BEGIN SUPPLIED ENTRIES

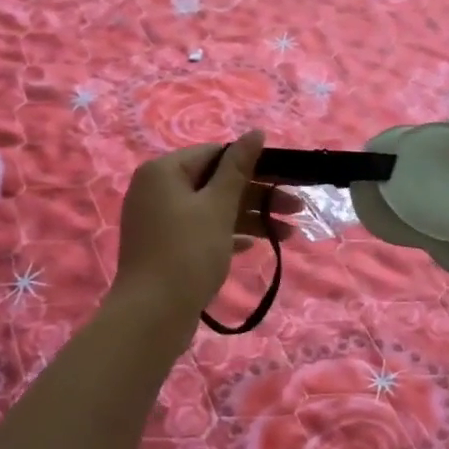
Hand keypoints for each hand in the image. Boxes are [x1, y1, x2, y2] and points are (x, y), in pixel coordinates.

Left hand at [115, 131, 301, 323]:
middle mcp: (157, 190)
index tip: (286, 179)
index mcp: (164, 172)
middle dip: (259, 196)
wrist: (152, 316)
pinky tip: (254, 246)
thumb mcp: (218, 206)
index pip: (216, 154)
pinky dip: (228, 235)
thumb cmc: (187, 252)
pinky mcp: (166, 248)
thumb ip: (239, 167)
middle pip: (216, 183)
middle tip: (297, 209)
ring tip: (288, 236)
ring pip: (213, 209)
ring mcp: (159, 221)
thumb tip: (255, 132)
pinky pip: (202, 231)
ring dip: (251, 219)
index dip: (254, 164)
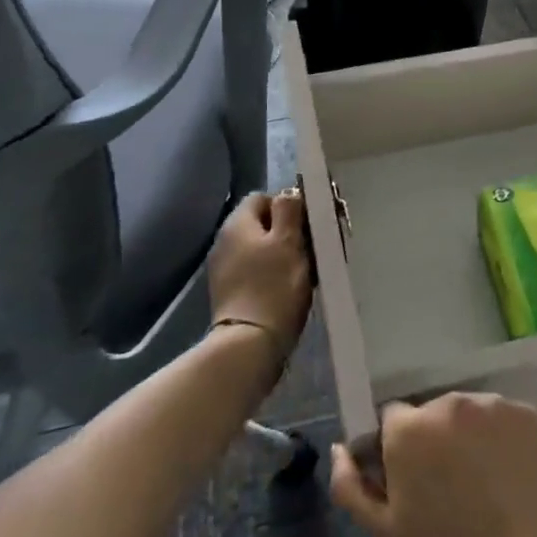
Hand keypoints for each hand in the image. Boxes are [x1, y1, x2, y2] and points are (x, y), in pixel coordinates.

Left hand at [207, 192, 311, 356]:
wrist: (249, 344)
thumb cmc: (274, 286)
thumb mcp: (289, 241)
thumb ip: (289, 209)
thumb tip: (289, 192)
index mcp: (237, 223)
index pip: (263, 197)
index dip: (288, 206)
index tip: (308, 224)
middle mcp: (224, 241)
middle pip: (262, 224)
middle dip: (288, 232)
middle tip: (312, 248)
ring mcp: (224, 268)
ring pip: (260, 248)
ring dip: (282, 254)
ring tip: (305, 271)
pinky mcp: (230, 292)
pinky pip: (255, 271)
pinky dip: (272, 274)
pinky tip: (288, 289)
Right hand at [330, 394, 536, 536]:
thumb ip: (352, 488)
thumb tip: (341, 449)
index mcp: (410, 429)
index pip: (389, 422)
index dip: (395, 456)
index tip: (408, 492)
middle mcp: (451, 403)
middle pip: (431, 416)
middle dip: (432, 447)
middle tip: (446, 499)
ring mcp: (495, 407)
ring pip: (468, 418)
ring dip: (467, 443)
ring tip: (482, 495)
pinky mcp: (531, 416)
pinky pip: (502, 422)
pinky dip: (501, 443)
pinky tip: (508, 484)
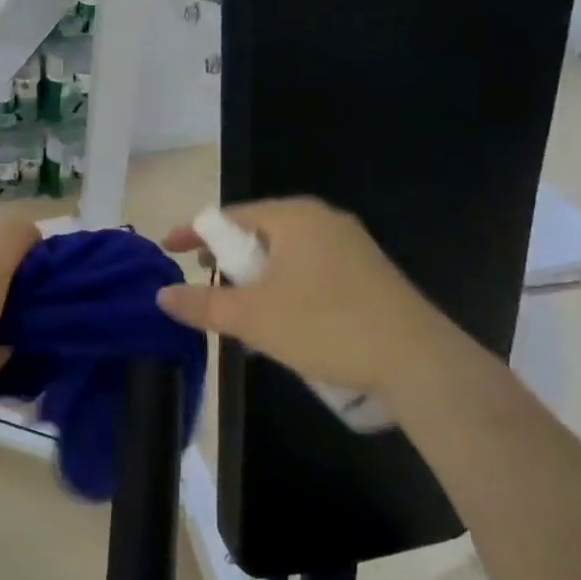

END SUPPLIED ENTRIES

> _PROBLEM DETAILS_:
Pull every line with the word "ring" from the data.

> _TASK RESULT_:
ring tip: (288, 236)
ring pip: (213, 209)
ring mcp: (159, 221)
ring dip: (251, 219)
ring mcp: (224, 268)
ring pip: (260, 248)
ring dip: (282, 254)
ring tip: (305, 271)
ring mcp: (495, 407)
ring pip: (468, 418)
ring dip: (467, 443)
ring tip: (482, 495)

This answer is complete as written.